The Church teaches that part of the effect of the fall is the “darkened intellect”. This doesn’t mean sin necessarily makes you unintelligent. Great sinners have been highly intelligent and cunning. But it does mean that sin makes you stupid about eternal things. The great illustration of this is the devil himself. With great cunning, the fallen angel, possessing intellectual powers far surpassing anything human, engineers the murder of the Son of God, only to be overwhelmingly defeated by his own schemes like a cosmic Wile E. Coyote. Even in our own race, we see the darkened intellect of a man like Hitler, using cunning and guile to gain power and running rings around his enemies as he gains victory after victory in the conquest of Europe. But his darkened intellect blinds him to his own stupidity, and so his idiotic racism and pride commits him to letting the British army escape at Dunkirk, throwing an entire army away at Stalingrad, diverting the dwindling resources of his Reich to an insane campaign of mass murder even as that Reich is collapsing around him, and to blaming and shooting everybody else for the results of his own loony orders. Sin has the strange effect of making people clever about things that destroy while rendering them imbeciles about the things of God.

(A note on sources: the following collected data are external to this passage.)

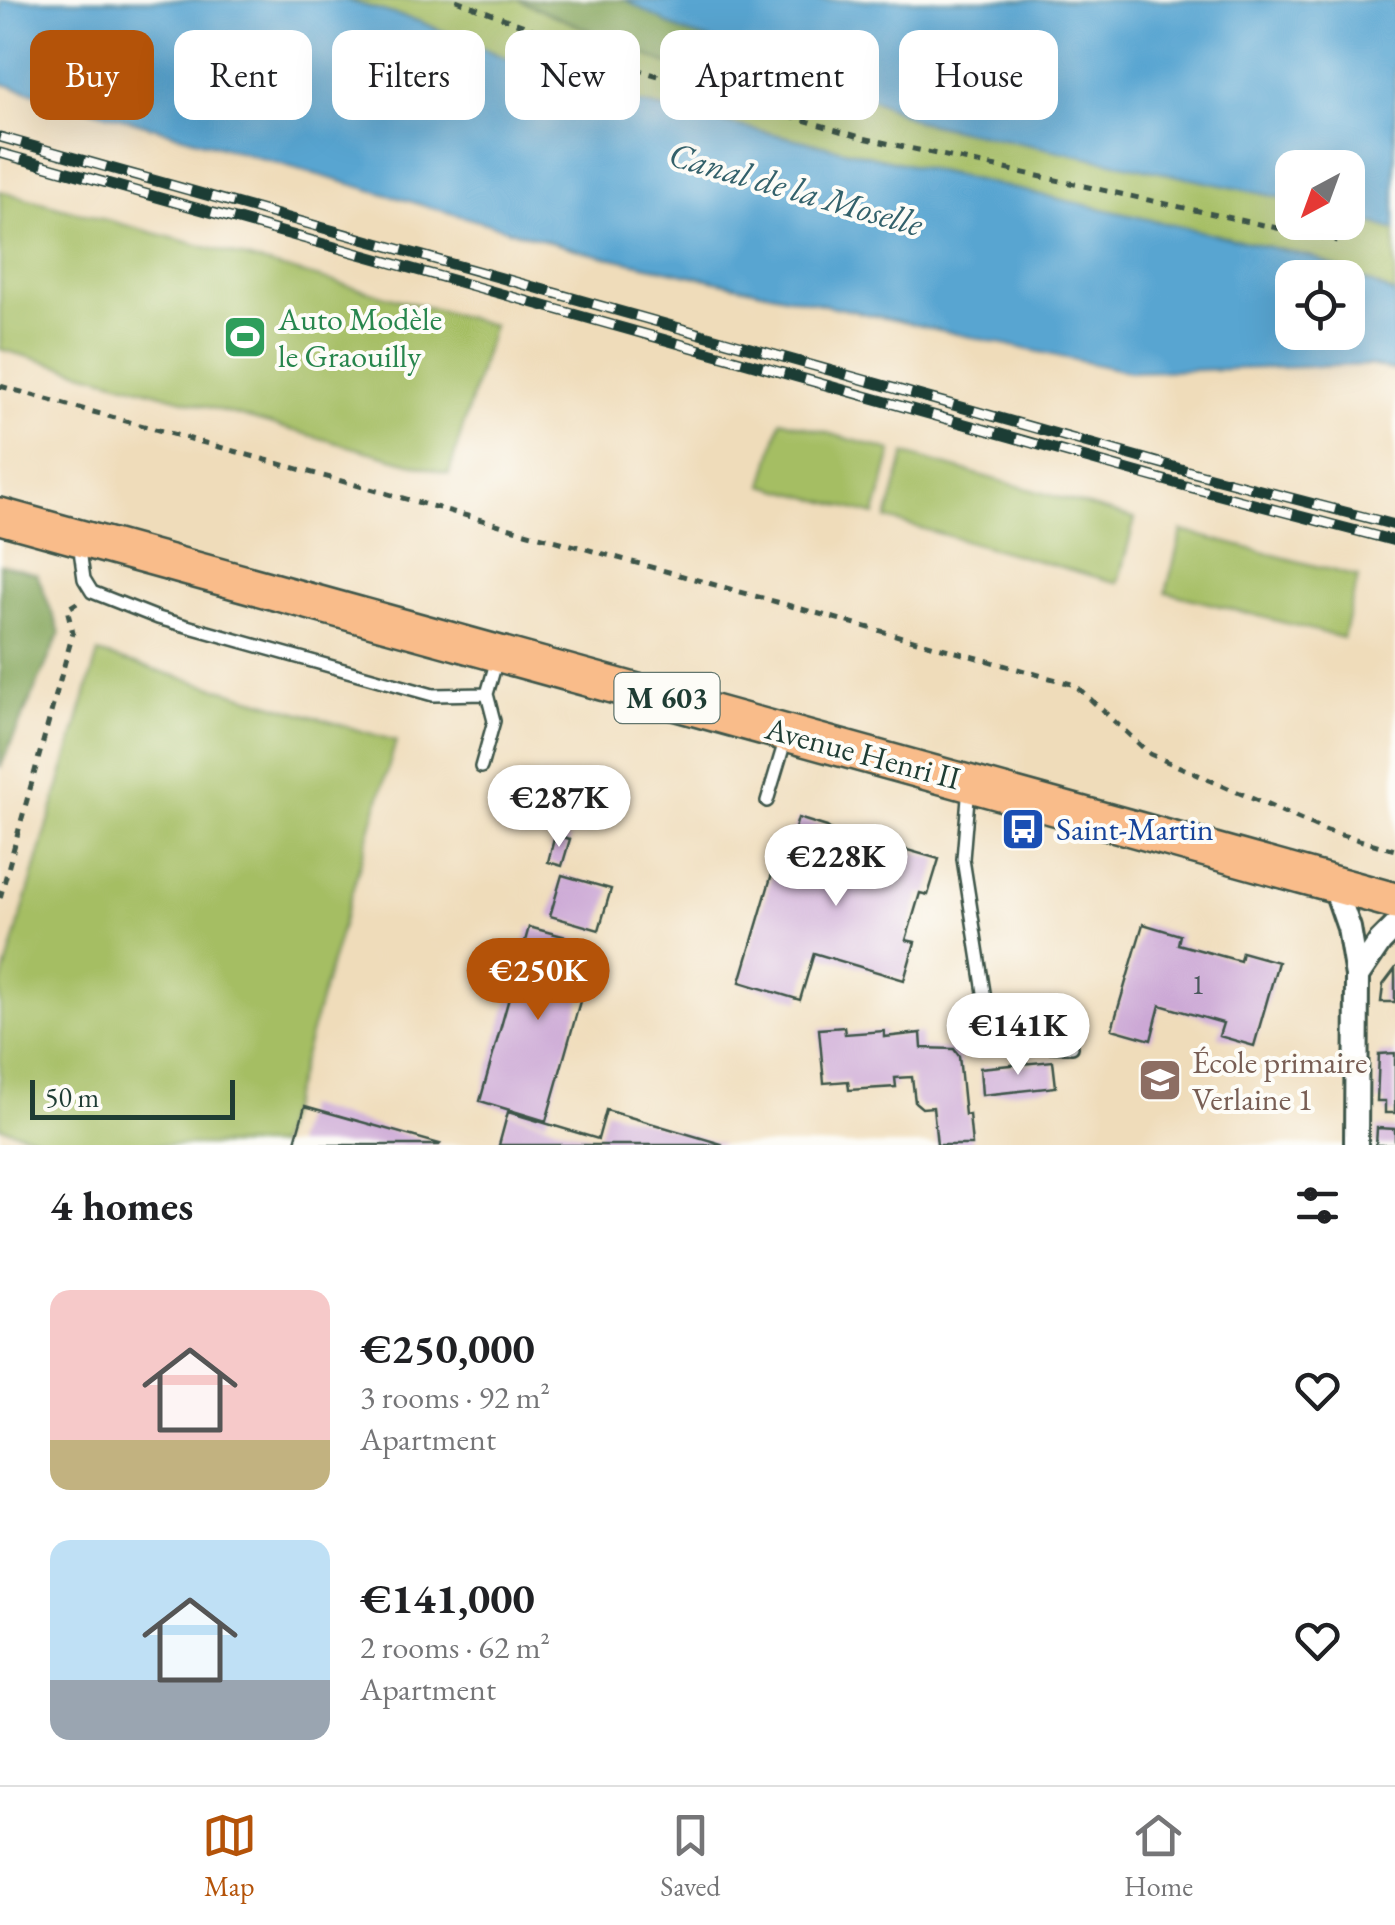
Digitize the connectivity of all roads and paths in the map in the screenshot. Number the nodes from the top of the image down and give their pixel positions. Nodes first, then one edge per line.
1 (456, 0) edge
2 (1337, 242) dead end
3 (0, 386) edge
4 (0, 516) edge
5 (79, 538) junction
6 (92, 592) junction
7 (499, 652) junction
8 (487, 694) junction
9 (788, 732) junction
10 (482, 767) dead end
11 (969, 782) junction
12 (768, 801) dead end
13 (1395, 850) edge
14 (1333, 882) junction
15 (0, 898) edge
16 (1390, 908) edge
17 (1358, 976) junction
18 (1072, 1048) dead end
19 (1356, 1145) edge

1 - 2 path
3 - 13 path
4 - 5 main road, Avenue Henri II / M 603
5 - 6 lane
5 - 7 main road, Avenue Henri II / M 603
6 - 8 lane
6 - 15 path
7 - 8 lane
7 - 9 main road, Avenue Henri II / M 603
8 - 10 lane
9 - 11 main road, Avenue Henri II / M 603
9 - 12 lane
11 - 14 main road, Avenue Henri II / M 603
11 - 18 lane
14 - 16 main road, Avenue Henri II / M 603
14 - 17 street
16 - 17 street
17 - 19 street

On a human level, the sins of the intellect are on full display in the sheer gratuitous cruelty of the Crowning with Thorns. It’s a picture of the human race at its most exquisitely vile—and at its most noble. The soldiers responsible for flogging Jesus are, up till this point, just doing their jobs. Brutal, to be sure. But they needn’t have anything personal against the prisoner. He’s just another damned dirty criminal sent down by headquarters. If they retained a shred of their humanity they might have just processed Him and sent Him on His way to execution like good little thugs.

But no. Sin’s corruption is to be on full display in this execution. The soldiers inflict on Jesus a brutal scourging but even that’s not enough. They now feel the need to play and get in touch with their creative and childlike impulses. So they parade Jesus before the whole Cohort and hail him as “Imperator.” They put a reed in his hand, mimicking the lictors’ rods for the consul (from which the Field Marshal’s modern baton is descended), representing the power to chastise and to lead. They clothe him with a legionary uniform.

Finally, out of a chemically-pure cruelty they take their God-given capacity for play, for creativity, for problem-solving, for art, and for humor—and twist them all into a crown of thorns to press down on the head of a man Who has already been beaten nearly to death. The sheer gratuity of the act takes my breath away. It’s almost the perfect parody of love in its complete freedom. Nothing about this act of refined savagery leaves any room for whining about environment, or a bad childhood, or any of the other Usual Suspects in the Blame-Shifting Game. Here is Man, acting with complete freedom and choosing to use that freedom for completely demonic ends.

But even more breathtaking is the Son of Man, silent as a sheep before his shearers, an unbearably noble figure Who not only endures such cruel humiliation, but Who endures it for these creatures, thereby showing forth a glory to which his tormentors are blinded by their darkened intellects. For the Roman legion had an award, called the “corona graminea” (“grass crown”) which was woven from the grass on the field of battle and given to a man who, by single-handed action, saved the entire legion from destruction.